Погрузившись в мысли, девушка смотрела в сторону.
— Нет, спасибо, — ответила она тихо, не оборачиваясь к Петеру.
— О чем ты все думаешь?
Аустра еще больше отвернулась и стала глядеть на тонкие березки, стоявшие вдоль дороги.
— О тебе, — ответила она наконец. — Ты, наверно, сегодня чувствуешь себя ужасно счастливым. Тебя ожидают любящие люди… ты в первый раз увидишь своего ребенка. А воспоминания об окопах, о тяжелых боях, о виденных за эти годы лицах забросишь в угол, как старые изношенные сапоги, и наденешь мягкие домашние туфли. Ведь, наверно, это очень приятно, правда?
— Почему ты думаешь, что я хочу забыть самые важные годы моей жизни? — сказал Петер. — Нет, Аустра, я не властен сделать это, даже… даже если бы хотел.
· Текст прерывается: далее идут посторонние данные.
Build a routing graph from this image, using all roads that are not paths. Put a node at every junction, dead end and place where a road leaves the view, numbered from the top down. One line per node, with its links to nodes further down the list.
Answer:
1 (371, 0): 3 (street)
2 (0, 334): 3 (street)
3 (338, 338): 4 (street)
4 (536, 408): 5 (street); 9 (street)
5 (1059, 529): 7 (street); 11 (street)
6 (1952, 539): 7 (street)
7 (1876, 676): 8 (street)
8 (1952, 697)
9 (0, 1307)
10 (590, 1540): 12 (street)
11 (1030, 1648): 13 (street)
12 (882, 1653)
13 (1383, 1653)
И он подумал о том, что ожидание встречи скорее гнетет его, чем радует. Чем ближе к цели, тем больше хотелось думать о том, что происходило за последние три года, а не о том, что его ждет сегодня, завтра, послезавтра. Суровая красота и мудрость были в той жизни. Если у тебя был друг — он был им на жизнь и на смерть. Что-то большое, просторное наполняло каждый день, каждую минуту. И скоро это кончится. Домашние шлепанцы… теплая постель. «Почему ты никогда не придешь обедать вовремя? Суп остывает… Мне нужны новые туфли… У Рубенисов квартира лучше, чем у нас, ты не умеешь устраиваться».
Неужели все это начинать сначала? От широкого, овеваемого ветрами простора вернуться в тесную, затхлую нору?